#### To do
Go through the data and tally the lines that include "lane". The reply is that number alone.

#### Data extract
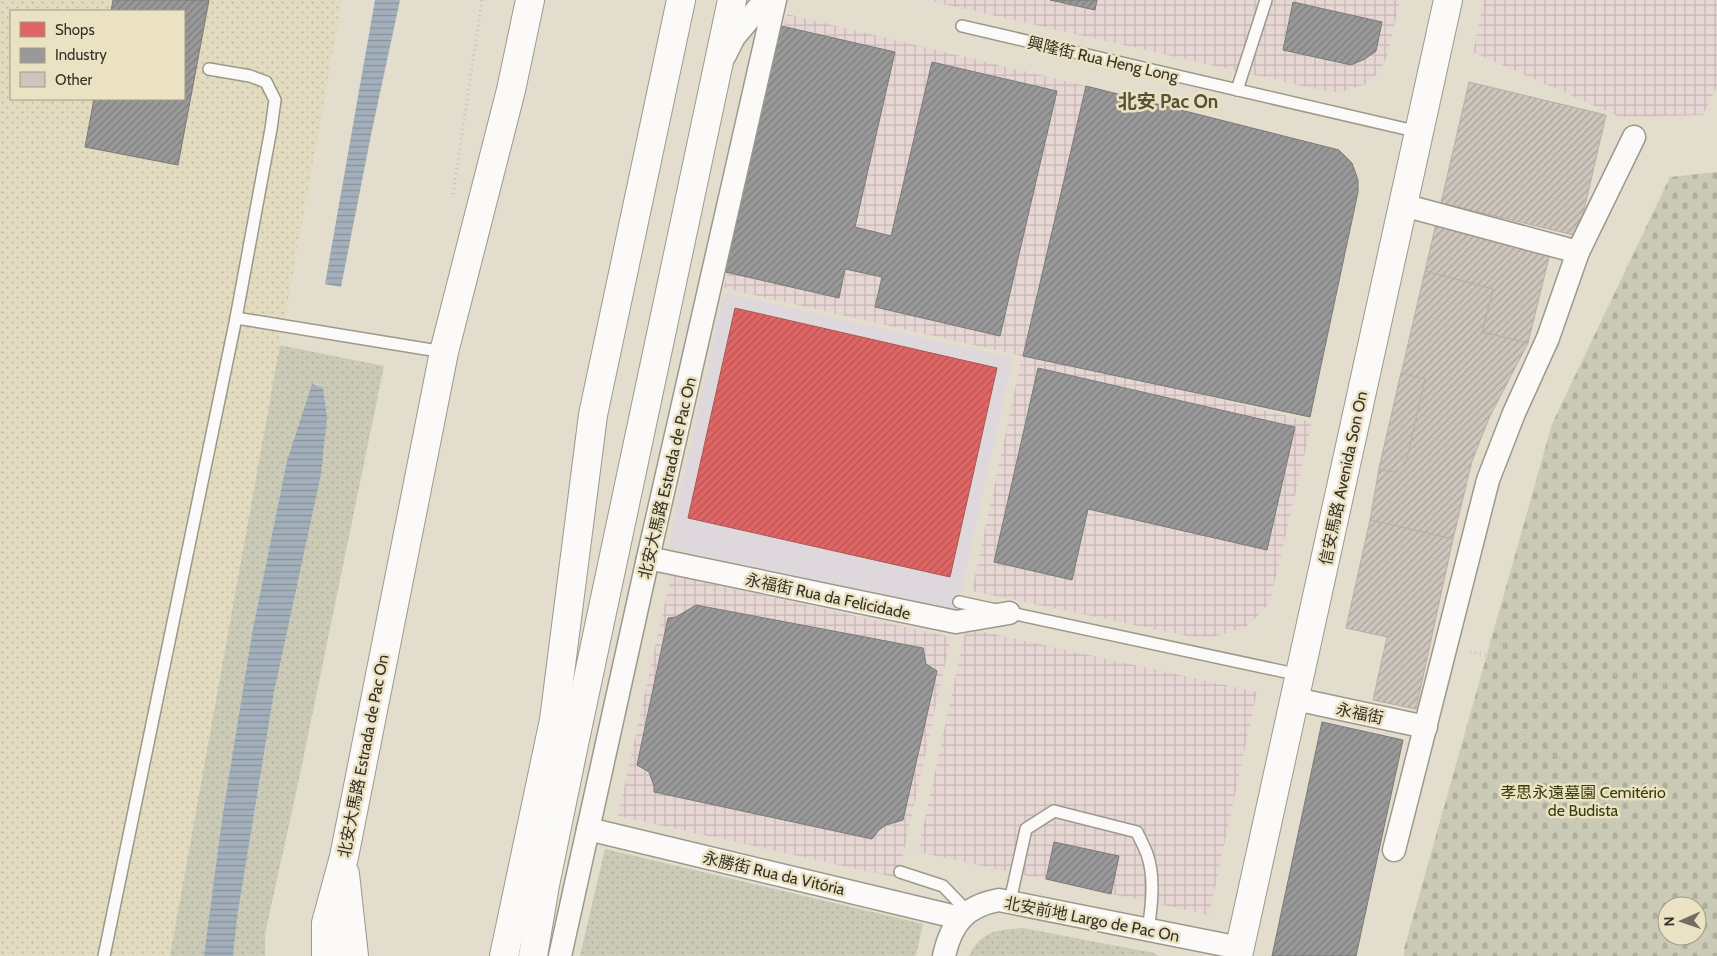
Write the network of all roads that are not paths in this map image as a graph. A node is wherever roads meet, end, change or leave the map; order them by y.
1 (518, 0) edge
2 (530, 0) edge
3 (681, 0) edge
4 (732, 0) edge
5 (766, 0) edge
6 (775, 0) edge
7 (1266, 0) edge
8 (1448, 0) edge
9 (962, 26) dead end
10 (209, 68) dead end
11 (716, 75) junction
12 (511, 90) junction
13 (1237, 90) junction
14 (1419, 132) junction
15 (1634, 138) dead end
16 (1403, 205) junction
17 (1578, 252) junction
18 (236, 318) junction
19 (444, 352) junction
20 (648, 558) junction
21 (959, 602) dead end
22 (1009, 613) junction
23 (1297, 687) junction
24 (1426, 727) junction
25 (588, 829) junction
26 (1394, 850) dead end
27 (344, 857) junction
28 (900, 872) dead end
29 (1010, 901) junction
30 (964, 915) junction
31 (1148, 929) junction
32 (1239, 952) edge
33 (104, 956) edge
34 (326, 956) edge
35 (354, 956) edge
36 (504, 956) edge
37 (533, 956) edge
38 (560, 956) edge
39 (944, 956) edge

1 - 12 main road
2 - 12 main road, 北安大馬路 Estrada de Pac On
3 - 36 main road
4 - 11 main road, 北安大馬路 Estrada de Pac On
5 - 11 street
6 - 20 street, 北安大馬路 Estrada de Pac On
7 - 13 lane
8 - 14 main road, 信安馬路 Avenida Son On
9 - 13 lane, 興隆街 Rua Heng Long
10 - 18 lane
11 - 37 main road, 北安大馬路 Estrada de Pac On
12 - 19 main road, 北安大馬路 Estrada de Pac On
13 - 14 lane, 興隆街 Rua Heng Long
14 - 16 main road, 信安馬路 Avenida Son On
15 - 17 street
16 - 17 street
16 - 23 main road, 信安馬路 Avenida Son On
17 - 24 street
18 - 19 lane
18 - 33 lane
19 - 27 main road, 北安大馬路 Estrada de Pac On
20 - 22 street, 永福街 Rua da Felicidade
20 - 25 street, 北安大馬路 Estrada de Pac On
21 - 22 lane, 永福街 Rua da Felicidade
22 - 23 lane, 永福街 Rua da Felicidade
23 - 24 street, 永福街
23 - 32 main road, 信安馬路 Avenida Son On
24 - 26 street
25 - 30 street, 永勝街 Rua da Vitória
25 - 38 street, 北安大馬路 Estrada de Pac On
27 - 34 main road, 北安大馬路 Estrada de Pac On
27 - 35 main road
28 - 30 lane
29 - 30 street, 北安前地 Largo de Pac On
29 - 31 street, 北安前地 Largo de Pac On
29 - 31 lane
30 - 39 street
31 - 32 street, 北安前地 Largo de Pac On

#### Response box
10